* Data extracts:

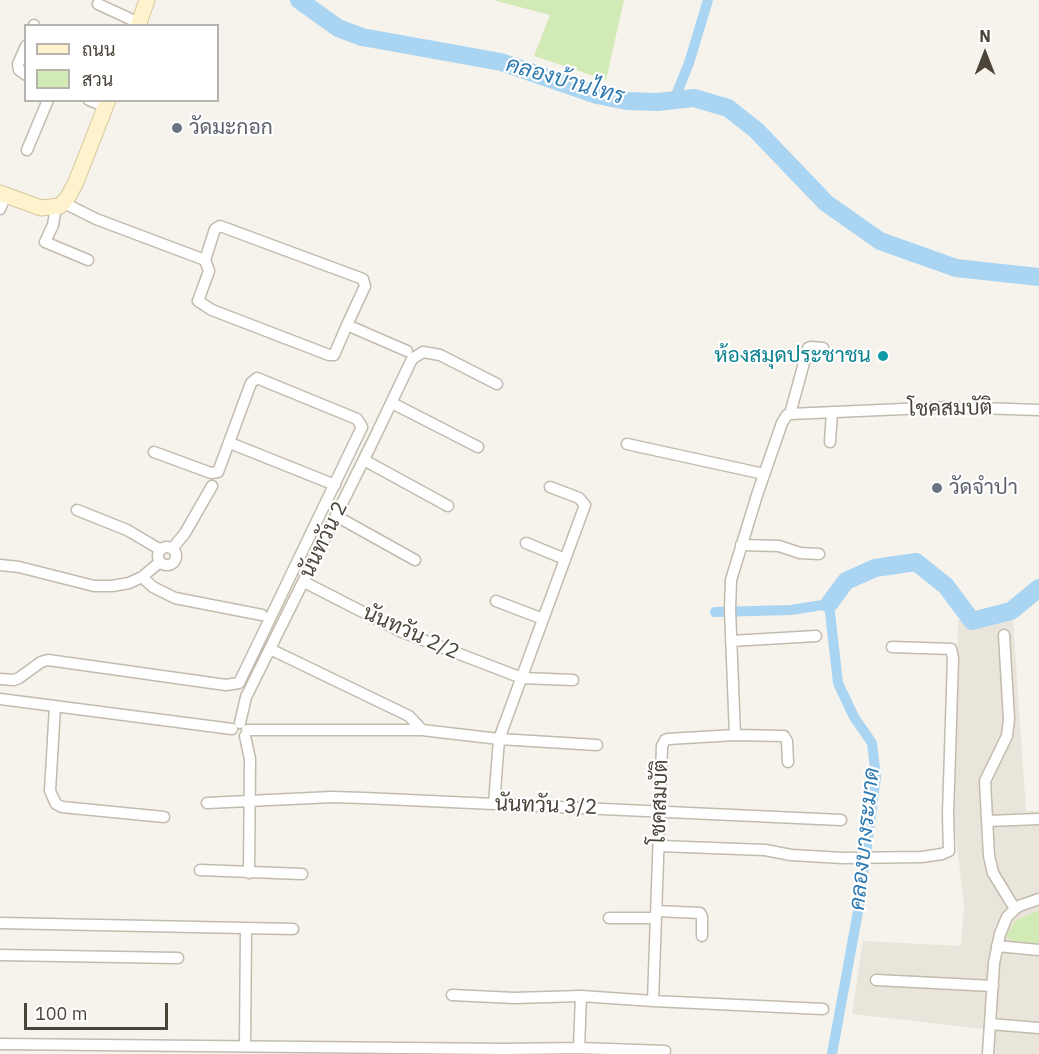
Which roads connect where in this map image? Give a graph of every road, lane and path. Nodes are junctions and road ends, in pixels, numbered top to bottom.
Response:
1 (147, 0) edge
2 (98, 4) dead end
3 (139, 24) edge
4 (24, 50) edge
5 (24, 74) edge
6 (47, 102) edge
7 (107, 104) edge
8 (27, 150) dead end
9 (2, 199) edge
10 (60, 205) junction
11 (88, 260) dead end
12 (206, 260) junction
13 (347, 325) junction
14 (823, 348) dead end
15 (409, 355) junction
16 (497, 384) dead end
17 (392, 403) junction
18 (1039, 410) edge
19 (832, 412) junction
20 (790, 414) junction
21 (830, 442) dead end
22 (230, 443) junction
23 (627, 444) dead end
24 (478, 447) dead end
25 (154, 452) dead end
26 (364, 460) junction
27 (764, 474) junction
28 (335, 485) junction
29 (212, 486) dead end
30 (550, 487) dead end
31 (448, 506) dead end
32 (77, 510) dead end
33 (336, 516) junction
34 (525, 543) dead end
35 (741, 545) junction
36 (166, 549) junction
37 (819, 554) dead end
38 (565, 559) junction
39 (415, 560) dead end
40 (160, 562) junction
41 (0, 565) edge
42 (142, 577) junction
43 (304, 582) junction
44 (496, 601) dead end
45 (262, 615) dead end
46 (543, 619) junction
47 (1004, 634) dead end
48 (816, 636) dead end
49 (731, 641) junction
50 (892, 647) dead end
51 (270, 649) junction
52 (522, 678) junction
53 (0, 679) edge
54 (573, 680) dead end
55 (0, 699) edge
56 (55, 706) junction
57 (241, 729) junction
58 (422, 730) junction
59 (735, 735) junction
60 (499, 739) junction
61 (597, 745) dead end
62 (788, 762) dead end
63 (250, 801) junction
64 (207, 803) dead end
65 (494, 804) junction
66 (661, 810) junction
67 (164, 817) dead end
68 (1039, 819) edge
69 (841, 820) dead end
70 (988, 821) junction
71 (658, 846) junction
72 (200, 870) dead end
73 (249, 873) junction
74 (302, 874) dead end
75 (1039, 899) edge
76 (1015, 909) junction
77 (656, 915) junction
78 (609, 918) dead end
79 (0, 923) edge
80 (246, 928) junction
81 (293, 929) dead end
82 (702, 936) dead end
83 (997, 946) junction
84 (1039, 950) edge
85 (0, 955) edge
86 (178, 958) dead end
87 (876, 980) dead end
88 (993, 986) junction
89 (452, 995) dead end
90 (581, 996) junction
91 (653, 1001) junction
92 (824, 1009) dead end
93 (990, 1024) junction
94 (1039, 1028) edge
95 (0, 1044) edge
96 (245, 1046) junction
97 (579, 1048) junction
98 (62, 1049) edge
99 (130, 1049) edge
100 (298, 1050) edge
101 (411, 1051) edge
102 (471, 1051) edge
103 (665, 1051) dead end
104 (988, 1054) edge

1 - 3 street
2 - 3 street
4 - 5 street
6 - 8 street
7 - 10 street
9 - 10 street
10 - 11 street
10 - 12 street
12 - 13 street
12 - 13 street
13 - 15 street
14 - 20 street
15 - 16 street
15 - 17 street, นันทวัน 2
17 - 24 street
17 - 26 street, นันทวัน 2
18 - 19 street, โชคสมบัติ
19 - 20 street, โชคสมบัติ
19 - 21 street
20 - 27 street
22 - 25 street
22 - 28 street
22 - 28 street
23 - 27 street
26 - 31 street
26 - 33 street, นันทวัน 2
27 - 35 street
28 - 53 street
29 - 36 street
30 - 38 street
32 - 36 street
33 - 39 street
33 - 43 street, นันทวัน 2
34 - 38 street
35 - 37 street
35 - 49 street
36 - 40 street
36 - 40 street
38 - 46 street
40 - 42 street
41 - 42 street
42 - 45 street
43 - 51 street, นันทวัน 2
43 - 52 street, นันทวัน 2/2
44 - 46 street
46 - 52 street
47 - 70 street
48 - 49 street
49 - 59 street
50 - 71 street
51 - 57 street, นันทวัน 2
51 - 58 street
52 - 54 street, นันทวัน 2/2
52 - 60 street
55 - 56 street
56 - 57 street
56 - 67 street
57 - 58 street
57 - 63 street
58 - 60 street
59 - 62 street
59 - 66 street, โชคสมบัติ
60 - 61 street
60 - 65 street
63 - 64 street, นันทวัน 3/2
63 - 65 street, นันทวัน 3/2
63 - 73 street
65 - 66 street, นันทวัน 3/2
66 - 69 street, นันทวัน 3/2
66 - 71 street, โชคสมบัติ
68 - 70 street
70 - 76 street
71 - 77 street, โชคสมบัติ
72 - 73 street
73 - 74 street
75 - 76 street
76 - 83 street
77 - 78 street
77 - 82 street
77 - 91 street, โชคสมบัติ
79 - 80 street
80 - 81 street
80 - 96 street
83 - 84 street
83 - 88 street
85 - 86 street
87 - 88 street
88 - 93 street
89 - 90 street
90 - 91 street
90 - 97 street
91 - 92 street
93 - 94 street
93 - 104 street
95 - 98 street
96 - 99 street
96 - 100 street
97 - 102 street
97 - 103 street
98 - 99 street
100 - 101 street
101 - 102 street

* Task brief:
Each entry above is to be written out again unchanged, apart from the pictures, which are left out.

* Result of the task:
Which roads connect where in this map image? Give a graph of every road, lane and path. Nodes are junctions and road ends, in pixels, numbered top to bottom.
Response:
1 (147, 0) edge
2 (98, 4) dead end
3 (139, 24) edge
4 (24, 50) edge
5 (24, 74) edge
6 (47, 102) edge
7 (107, 104) edge
8 (27, 150) dead end
9 (2, 199) edge
10 (60, 205) junction
11 (88, 260) dead end
12 (206, 260) junction
13 (347, 325) junction
14 (823, 348) dead end
15 (409, 355) junction
16 (497, 384) dead end
17 (392, 403) junction
18 (1039, 410) edge
19 (832, 412) junction
20 (790, 414) junction
21 (830, 442) dead end
22 (230, 443) junction
23 (627, 444) dead end
24 (478, 447) dead end
25 (154, 452) dead end
26 (364, 460) junction
27 (764, 474) junction
28 (335, 485) junction
29 (212, 486) dead end
30 (550, 487) dead end
31 (448, 506) dead end
32 (77, 510) dead end
33 (336, 516) junction
34 (525, 543) dead end
35 (741, 545) junction
36 (166, 549) junction
37 (819, 554) dead end
38 (565, 559) junction
39 (415, 560) dead end
40 (160, 562) junction
41 (0, 565) edge
42 (142, 577) junction
43 (304, 582) junction
44 (496, 601) dead end
45 (262, 615) dead end
46 (543, 619) junction
47 (1004, 634) dead end
48 (816, 636) dead end
49 (731, 641) junction
50 (892, 647) dead end
51 (270, 649) junction
52 (522, 678) junction
53 (0, 679) edge
54 (573, 680) dead end
55 (0, 699) edge
56 (55, 706) junction
57 (241, 729) junction
58 (422, 730) junction
59 (735, 735) junction
60 (499, 739) junction
61 (597, 745) dead end
62 (788, 762) dead end
63 (250, 801) junction
64 (207, 803) dead end
65 (494, 804) junction
66 (661, 810) junction
67 (164, 817) dead end
68 (1039, 819) edge
69 (841, 820) dead end
70 (988, 821) junction
71 (658, 846) junction
72 (200, 870) dead end
73 (249, 873) junction
74 (302, 874) dead end
75 (1039, 899) edge
76 (1015, 909) junction
77 (656, 915) junction
78 (609, 918) dead end
79 (0, 923) edge
80 (246, 928) junction
81 (293, 929) dead end
82 (702, 936) dead end
83 (997, 946) junction
84 (1039, 950) edge
85 (0, 955) edge
86 (178, 958) dead end
87 (876, 980) dead end
88 (993, 986) junction
89 (452, 995) dead end
90 (581, 996) junction
91 (653, 1001) junction
92 (824, 1009) dead end
93 (990, 1024) junction
94 (1039, 1028) edge
95 (0, 1044) edge
96 (245, 1046) junction
97 (579, 1048) junction
98 (62, 1049) edge
99 (130, 1049) edge
100 (298, 1050) edge
101 (411, 1051) edge
102 (471, 1051) edge
103 (665, 1051) dead end
104 (988, 1054) edge

1 - 3 street
2 - 3 street
4 - 5 street
6 - 8 street
7 - 10 street
9 - 10 street
10 - 11 street
10 - 12 street
12 - 13 street
12 - 13 street
13 - 15 street
14 - 20 street
15 - 16 street
15 - 17 street, นันทวัน 2
17 - 24 street
17 - 26 street, นันทวัน 2
18 - 19 street, โชคสมบัติ
19 - 20 street, โชคสมบัติ
19 - 21 street
20 - 27 street
22 - 25 street
22 - 28 street
22 - 28 street
23 - 27 street
26 - 31 street
26 - 33 street, นันทวัน 2
27 - 35 street
28 - 53 street
29 - 36 street
30 - 38 street
32 - 36 street
33 - 39 street
33 - 43 street, นันทวัน 2
34 - 38 street
35 - 37 street
35 - 49 street
36 - 40 street
36 - 40 street
38 - 46 street
40 - 42 street
41 - 42 street
42 - 45 street
43 - 51 street, นันทวัน 2
43 - 52 street, นันทวัน 2/2
44 - 46 street
46 - 52 street
47 - 70 street
48 - 49 street
49 - 59 street
50 - 71 street
51 - 57 street, นันทวัน 2
51 - 58 street
52 - 54 street, นันทวัน 2/2
52 - 60 street
55 - 56 street
56 - 57 street
56 - 67 street
57 - 58 street
57 - 63 street
58 - 60 street
59 - 62 street
59 - 66 street, โชคสมบัติ
60 - 61 street
60 - 65 street
63 - 64 street, นันทวัน 3/2
63 - 65 street, นันทวัน 3/2
63 - 73 street
65 - 66 street, นันทวัน 3/2
66 - 69 street, นันทวัน 3/2
66 - 71 street, โชคสมบัติ
68 - 70 street
70 - 76 street
71 - 77 street, โชคสมบัติ
72 - 73 street
73 - 74 street
75 - 76 street
76 - 83 street
77 - 78 street
77 - 82 street
77 - 91 street, โชคสมบัติ
79 - 80 street
80 - 81 street
80 - 96 street
83 - 84 street
83 - 88 street
85 - 86 street
87 - 88 street
88 - 93 street
89 - 90 street
90 - 91 street
90 - 97 street
91 - 92 street
93 - 94 street
93 - 104 street
95 - 98 street
96 - 99 street
96 - 100 street
97 - 102 street
97 - 103 street
98 - 99 street
100 - 101 street
101 - 102 street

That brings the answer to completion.